Dieses Gameplay ewigen Vorrückens mit dem Erobern neuer Städte und der Errichtung neuer Forts, macht das Spiel so spannend. Dadurch dass es bei entsprechender Größe des eigene Reiches auch viele Armeen gibt, findet sehr viel Kampf statt. Das Resourcenmanagement ist eher nachrangig. Oft kämpft man auch mit Verbündeten, die ebenfalls große Armeen haben. Da das Reparieren von Einheiten und das Ausheben neuer Einheiten sehr leicht und oft auch billig ist, kommt es zu großen Schlachten. Diese können durchaus die ganze Mission über anhalten, während durch Rückzug zu den eigenen Forts (um Support für die Armeen zu haben) und erneuten Angriff sich die Frontlinie immer vor- und zurückbewegt und es nicht einfach ist, diese zu durchbrechen. Dies hebt den Realismus des Spieles ungemeint und zeigt gleichzeitig, wie gut das Spiel, trotz der vielen Einheiten, ausbalanciert ist.
Die Karten sind während der Missionen teilweise sehr groß. Ein gutes Management der eigenen Armeen ist daher unbedingt notwendig. Dies gilt inbesondere, da die KI extrem gut handelt. Paßt man nicht auf, schlüpfen die Einheiten durch Verteidigungslücken und ist man zu langsam, wächst die KI zu schnell und ist bald so stark, dass man kaum noch eine Chance besitzt. Zwar läßt sich das Spiel in 3 Schwierigkeitsgraden spielen, aber bereits auf der niedrigsten Stufe, muß man geschickt vorgehen, um nicht überrannt werden. Die KI gibt es es sogar mit verschieden Charakteren. Leider sind die Missionsziele in der Regel immer, alle Feinde zu besiegen. Garniert werden diese aber durch unterschiedliche Aufgaben, wie das Besetzen eines Canyon, das Finden eines Kohan, das Schmieden einer Allianz oder viele mehr. Neben Verbündeten kann man auch diverse Technologien entdecken (nicht erforschen!), die die eigenen Einheiten oder Produktion auch in den kommenden Kampagnen verbessern. Wie das Resourcenmanagement, viele weitere Attribute der Einheiten, Zaubern und andere Aspekte, läuft daher auch die Technologie zum großen Teil automatisch nebenher und sind diese nur Beiwerk. Durch die regelmäßigen Ereignisse, die allesamt mit Sprachausgabe garniert sind, sind die vielen Missionen daher doch recht abwechslungsreich. Insofern konnte die Kampagnen durchaus überzeugen.

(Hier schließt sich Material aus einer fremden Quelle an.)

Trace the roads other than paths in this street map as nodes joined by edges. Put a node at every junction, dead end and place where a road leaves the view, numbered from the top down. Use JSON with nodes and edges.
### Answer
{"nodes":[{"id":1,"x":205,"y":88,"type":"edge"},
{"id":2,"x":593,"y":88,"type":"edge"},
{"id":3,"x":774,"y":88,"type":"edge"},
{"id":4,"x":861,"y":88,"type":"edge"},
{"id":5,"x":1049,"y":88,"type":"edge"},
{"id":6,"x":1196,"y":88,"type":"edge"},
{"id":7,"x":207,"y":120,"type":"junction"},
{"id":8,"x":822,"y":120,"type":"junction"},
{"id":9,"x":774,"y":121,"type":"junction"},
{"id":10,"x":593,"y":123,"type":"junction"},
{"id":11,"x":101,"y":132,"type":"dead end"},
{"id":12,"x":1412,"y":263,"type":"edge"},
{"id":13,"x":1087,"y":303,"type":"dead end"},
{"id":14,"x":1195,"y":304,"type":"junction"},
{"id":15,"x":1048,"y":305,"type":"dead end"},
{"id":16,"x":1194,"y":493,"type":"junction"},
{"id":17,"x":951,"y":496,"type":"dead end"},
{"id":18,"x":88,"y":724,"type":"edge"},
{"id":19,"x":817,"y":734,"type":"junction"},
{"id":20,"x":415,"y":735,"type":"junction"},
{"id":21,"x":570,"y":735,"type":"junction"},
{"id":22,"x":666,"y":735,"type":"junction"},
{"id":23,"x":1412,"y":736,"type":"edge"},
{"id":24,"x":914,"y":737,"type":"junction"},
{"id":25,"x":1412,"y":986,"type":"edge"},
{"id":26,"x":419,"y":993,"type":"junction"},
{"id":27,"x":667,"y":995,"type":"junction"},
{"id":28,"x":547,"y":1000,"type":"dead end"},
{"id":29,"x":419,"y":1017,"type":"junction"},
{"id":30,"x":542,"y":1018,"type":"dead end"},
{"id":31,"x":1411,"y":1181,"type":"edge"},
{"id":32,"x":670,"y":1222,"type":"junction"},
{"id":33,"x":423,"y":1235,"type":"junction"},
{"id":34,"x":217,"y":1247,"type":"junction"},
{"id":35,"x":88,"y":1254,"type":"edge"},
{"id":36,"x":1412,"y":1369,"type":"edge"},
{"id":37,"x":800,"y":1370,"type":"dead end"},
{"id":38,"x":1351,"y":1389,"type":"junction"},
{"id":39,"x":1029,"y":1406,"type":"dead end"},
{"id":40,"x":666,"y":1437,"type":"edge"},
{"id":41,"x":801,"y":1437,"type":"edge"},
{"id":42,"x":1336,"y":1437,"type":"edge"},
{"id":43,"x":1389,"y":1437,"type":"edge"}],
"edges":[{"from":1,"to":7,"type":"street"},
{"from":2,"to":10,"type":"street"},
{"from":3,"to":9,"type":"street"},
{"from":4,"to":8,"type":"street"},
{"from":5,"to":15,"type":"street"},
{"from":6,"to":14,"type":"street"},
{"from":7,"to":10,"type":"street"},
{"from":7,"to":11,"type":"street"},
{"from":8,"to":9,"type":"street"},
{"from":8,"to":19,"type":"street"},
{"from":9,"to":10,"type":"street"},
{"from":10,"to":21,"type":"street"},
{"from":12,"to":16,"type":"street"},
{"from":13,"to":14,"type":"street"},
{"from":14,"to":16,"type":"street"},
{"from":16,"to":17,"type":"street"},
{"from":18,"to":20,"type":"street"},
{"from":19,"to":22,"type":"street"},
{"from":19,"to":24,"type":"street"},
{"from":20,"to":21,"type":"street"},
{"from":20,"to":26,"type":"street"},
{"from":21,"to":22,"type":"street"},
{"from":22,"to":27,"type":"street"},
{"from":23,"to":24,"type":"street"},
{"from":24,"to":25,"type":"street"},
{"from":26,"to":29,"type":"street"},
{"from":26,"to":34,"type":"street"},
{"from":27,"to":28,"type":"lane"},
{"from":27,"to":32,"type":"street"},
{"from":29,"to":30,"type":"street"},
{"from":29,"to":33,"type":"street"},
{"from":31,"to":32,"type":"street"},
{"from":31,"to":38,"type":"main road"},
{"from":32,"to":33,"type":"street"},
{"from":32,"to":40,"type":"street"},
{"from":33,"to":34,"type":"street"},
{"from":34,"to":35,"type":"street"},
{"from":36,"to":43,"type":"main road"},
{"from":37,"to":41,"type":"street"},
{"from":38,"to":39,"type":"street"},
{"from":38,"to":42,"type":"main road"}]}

Die Grafik ist leider nicht mehr aktuell. Die Karten sind etwas langweilig geraten, denn alles wirkt durch falsche Proportionen z.B. von Städten und Einheiten oder Bergen etwas unrealistisch. Außerdem ähneln sich die Elemente auf den Karten sehr. Grafische Effekte, wie animiertes Wasser, Tiere, Wettereffekte oder ähnliches darf man nicht erwarten. Eher läßt sich hier wieder der Vergleich zu Civilization heranziehen: das Gameplay zählt. Auch dass es keinerlei Zwischensequenzen gibt und die Missionsbriefings reine statische Seiten sind, die vorgelesen werden, fällt unangenehm auf.

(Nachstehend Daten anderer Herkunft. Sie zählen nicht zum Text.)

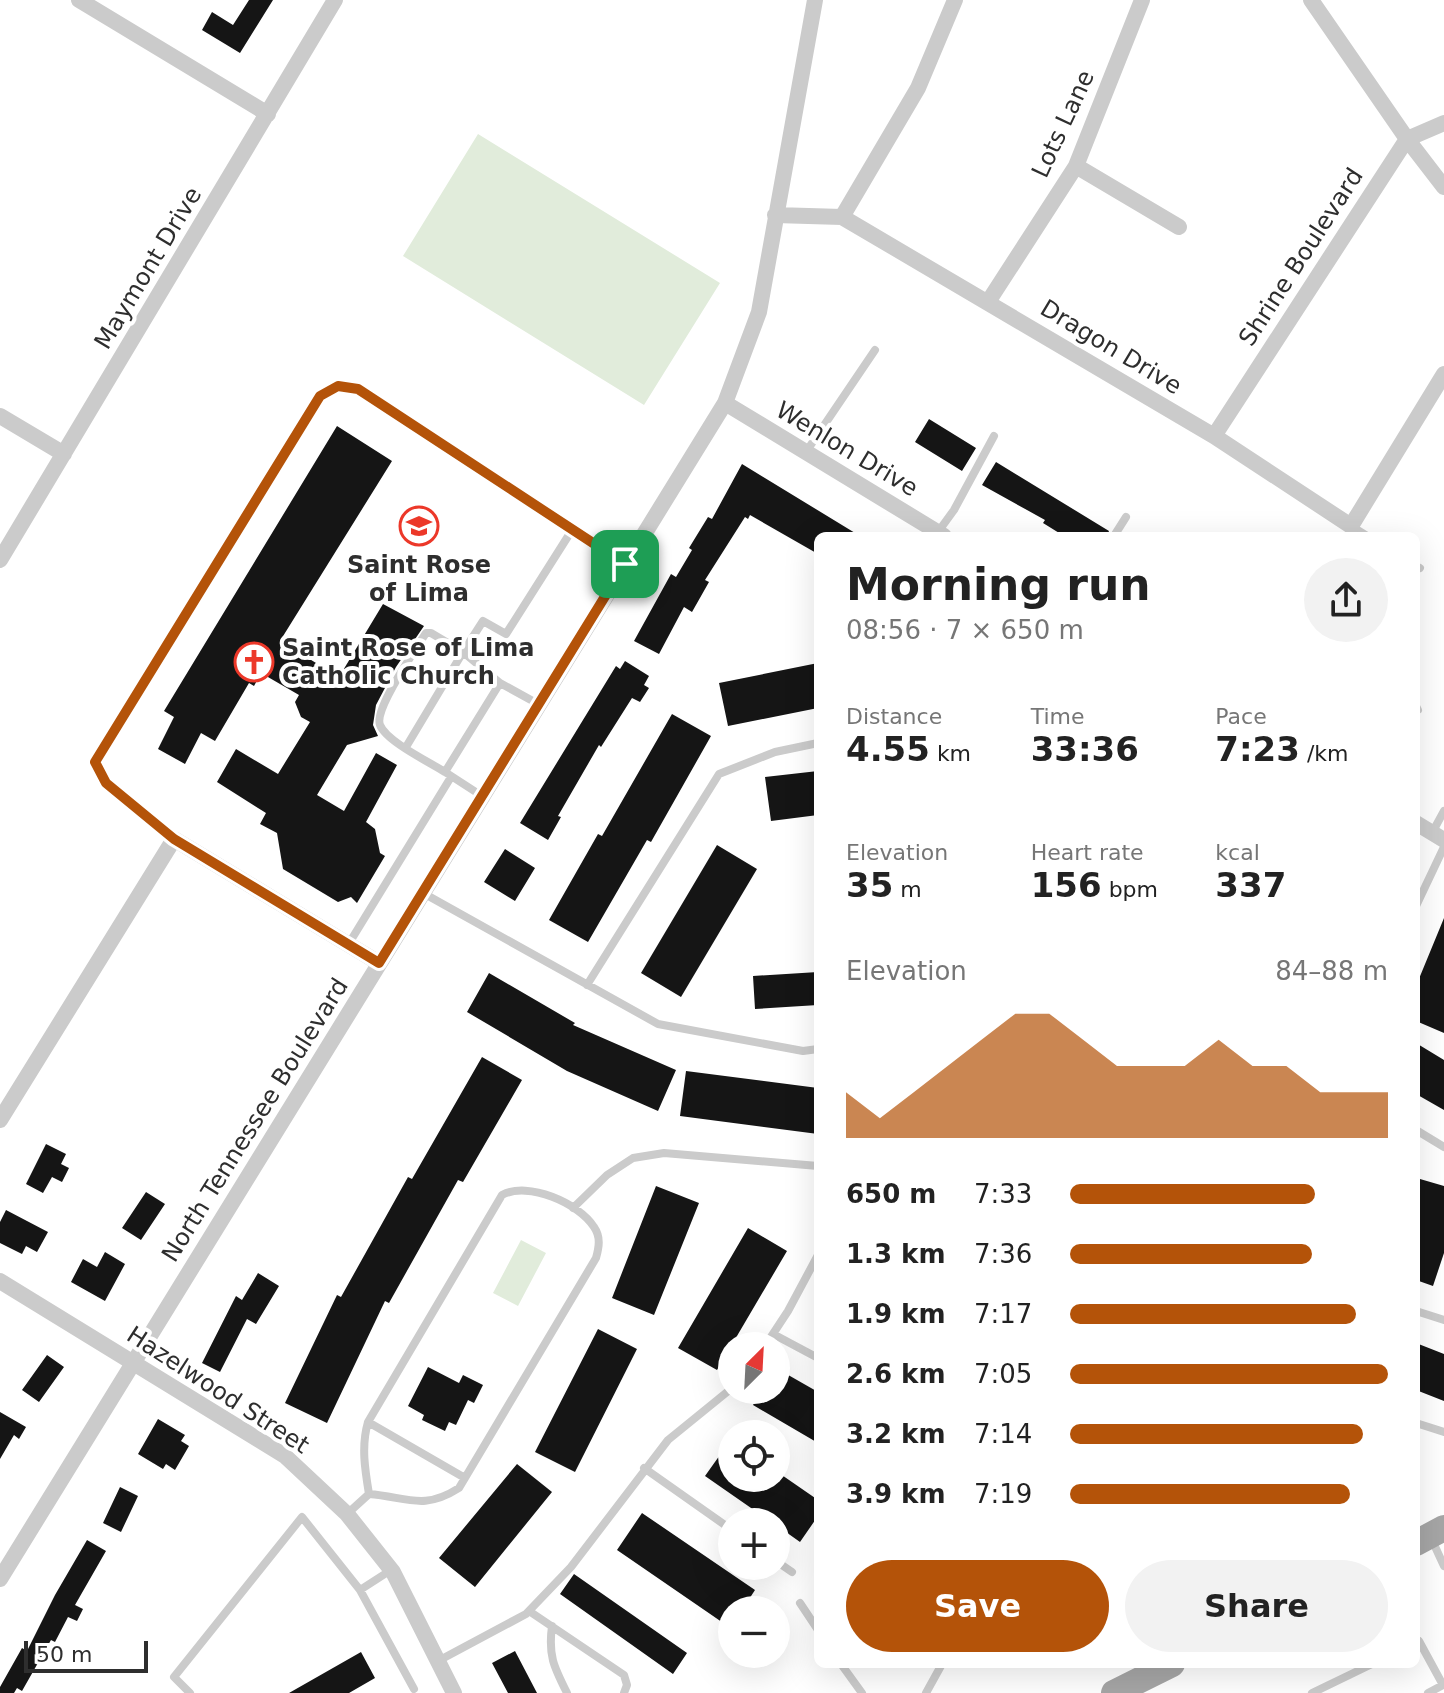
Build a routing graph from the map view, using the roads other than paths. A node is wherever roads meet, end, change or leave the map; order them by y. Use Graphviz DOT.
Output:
graph roads {
  1 [pos="79,0"];
  2 [pos="335,0"];
  3 [pos="815,0"];
  4 [pos="955,0"];
  5 [pos="1142,0"];
  6 [pos="1311,0"];
  7 [pos="268,114"];
  8 [pos="1444,123"];
  9 [pos="1407,139"];
  10 [pos="1076,166"];
  11 [pos="1444,187"];
  12 [pos="775,215"];
  13 [pos="842,217"];
  14 [pos="1179,227"];
  15 [pos="988,302"];
  16 [pos="875,350"];
  17 [pos="1444,374"];
  18 [pos="725,403"];
  19 [pos="0,416"];
  20 [pos="994,436"];
  21 [pos="1214,436"];
  22 [pos="806,452"];
  23 [pos="64,454"];
  24 [pos="1126,517"];
  25 [pos="1351,526"];
  26 [pos="572,530"];
  27 [pos="938,532"];
  28 [pos="942,532"];
  29 [pos="1117,532"];
  30 [pos="1361,532"];
  31 [pos="0,560"];
  32 [pos="625,564"];
  33 [pos="463,652"];
  34 [pos="500,683"];
  35 [pos="540,705"];
  36 [pos="814,744"];
  37 [pos="406,747"];
  38 [pos="448,774"];
  39 [pos="482,796"];
  40 [pos="1444,811"];
  41 [pos="1420,825"];
  42 [pos="1438,836"];
  43 [pos="174,839"];
  44 [pos="1444,847"];
  45 [pos="422,893"];
  46 [pos="1420,898"];
  47 [pos="348,945"];
  48 [pos="379,963"];
  49 [pos="587,985"];
  50 [pos="814,1050"];
  51 [pos="0,1120"];
  52 [pos="1420,1132"];
  53 [pos="1444,1147"];
  54 [pos="814,1166"];
  55 [pos="573,1208"];
  56 [pos="814,1262"];
  57 [pos="0,1281"];
  58 [pos="1420,1312"];
  59 [pos="1444,1320"];
  60 [pos="774,1332"];
  61 [pos="790,1343"];
  62 [pos="814,1356"];
  63 [pos="133,1363"];
  64 [pos="718,1399"];
  65 [pos="368,1422"];
  66 [pos="1420,1424"];
  67 [pos="1444,1432"];
  68 [pos="644,1468"];
  69 [pos="465,1478"];
  70 [pos="369,1494"];
  71 [pos="347,1514"];
  72 [pos="718,1520"];
  73 [pos="1430,1536"];
  74 [pos="1444,1566"];
  75 [pos="391,1570"];
  76 [pos="0,1579"];
  77 [pos="360,1590"];
  78 [pos="800,1603"];
  79 [pos="529,1611"];
  80 [pos="814,1624"];
  81 [pos="552,1626"];
  82 [pos="1420,1643"];
  83 [pos="438,1661"];
  84 [pos="844,1668"];
  85 [pos="940,1668"];
  86 [pos="1165,1668"];
  87 [pos="1364,1668"];
  88 [pos="1123,1691"];
  89 [pos="412,1692"];
  90 [pos="190,1693"];
  91 [pos="454,1693"];
  92 [pos="567,1693"];
  93 [pos="624,1693"];
  94 [pos="862,1693"];
  95 [pos="926,1693"];
  96 [pos="1312,1693"];
  97 [pos="1428,1693"];
  1 -- 7 [label="street"];
  2 -- 7 [label="street, Maymont Drive"];
  3 -- 12 [label="street, North Tennessee Boulevard"];
  4 -- 13 [label="street"];
  5 -- 10 [label="street, Lots Lane"];
  6 -- 9 [label="street"];
  7 -- 23 [label="street, Maymont Drive"];
  8 -- 9 [label="street"];
  9 -- 11 [label="street"];
  9 -- 21 [label="street, Shrine Boulevard"];
  10 -- 14 [label="street"];
  10 -- 15 [label="street, Lots Lane"];
  12 -- 13 [label="street"];
  12 -- 18 [label="street, North Tennessee Boulevard"];
  13 -- 15 [label="street, Dragon Drive"];
  15 -- 21 [label="street, Dragon Drive"];
  16 -- 22 [label="lane"];
  17 -- 25 [label="street"];
  18 -- 22 [label="street, Wenlon Drive"];
  18 -- 32 [label="street, North Tennessee Boulevard"];
  19 -- 23 [label="street"];
  20 -- 28 [label="lane"];
  21 -- 25 [label="street, Dragon Drive"];
  22 -- 27 [label="street, Wenlon Drive"];
  23 -- 31 [label="street, Maymont Drive"];
  24 -- 29 [label="lane"];
  25 -- 30 [label="lane"];
  26 -- 32 [label="lane"];
  26 -- 33 [label="lane"];
  26 -- 43 [label="lane"];
  32 -- 35 [label="street, North Tennessee Boulevard"];
  33 -- 34 [label="lane"];
  33 -- 37 [label="lane"];
  33 -- 37 [label="lane"];
  34 -- 35 [label="lane"];
  34 -- 38 [label="lane"];
  35 -- 39 [label="street, North Tennessee Boulevard"];
  36 -- 49 [label="lane"];
  37 -- 38 [label="lane"];
  38 -- 39 [label="lane"];
  38 -- 47 [label="lane"];
  39 -- 45 [label="street, North Tennessee Boulevard"];
  40 -- 42 [label="lane"];
  41 -- 42 [label="street"];
  43 -- 47 [label="street"];
  43 -- 51 [label="street"];
  44 -- 46 [label="lane"];
  45 -- 48 [label="street, North Tennessee Boulevard"];
  45 -- 49 [label="lane"];
  47 -- 48 [label="street"];
  48 -- 63 [label="street, North Tennessee Boulevard"];
  49 -- 50 [label="lane"];
  52 -- 53 [label="lane"];
  54 -- 55 [label="lane"];
  55 -- 65 [label="lane"];
  55 -- 69 [label="lane"];
  56 -- 60 [label="lane"];
  57 -- 63 [label="street, Hazelwood Street"];
  58 -- 59 [label="lane"];
  61 -- 62 [label="lane"];
  63 -- 71 [label="street, Hazelwood Street"];
  63 -- 76 [label="street, North Tennessee Boulevard"];
  64 -- 68 [label="lane"];
  65 -- 69 [label="lane"];
  65 -- 70 [label="lane"];
  66 -- 67 [label="lane"];
  68 -- 72 [label="lane"];
  68 -- 79 [label="lane"];
  69 -- 70 [label="lane"];
  70 -- 71 [label="lane"];
  71 -- 75 [label="street, Hazelwood Street"];
  73 -- 74 [label="lane"];
  75 -- 77 [label="lane"];
  75 -- 83 [label="street, Hazelwood Street"];
  77 -- 89 [label="lane"];
  77 -- 90 [label="lane"];
  78 -- 80 [label="lane"];
  79 -- 81 [label="lane"];
  79 -- 83 [label="lane"];
  81 -- 92 [label="lane"];
  81 -- 93 [label="lane"];
  82 -- 97 [label="lane"];
  83 -- 91 [label="street, Hazelwood Street"];
  84 -- 94 [label="lane"];
  85 -- 95 [label="lane"];
  86 -- 88 [label="main road"];
  87 -- 96 [label="lane"];
}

Zwar sind die Einheiten sehr abwechslungsreich und auch nett animiert, aber das reist auch nicht wirklich vieles raus. Durchaus gefallen, konnte aber z.B. die Zaubereffekte. Viel darf man jedoch nicht erwarten. Der Fantasycharakter wird aber gut dargestellt und erinnert ein wenig an Heroes of Might and Magic oder auch Age of Wonders.
Besser geraten ist hingegen der Sound. Die Sprachausgabe kann überzeugen, auch wenn keiner der Sprecher einen Oskar gewinnen wird. Zumindestens aber werden die unterschiedlichen Rassen und Charaktere bei der Spracheausgabe angemessen berücksichtigt. Auch die Kampfgeräuche können überzeugen und steigern die Atmosphäre.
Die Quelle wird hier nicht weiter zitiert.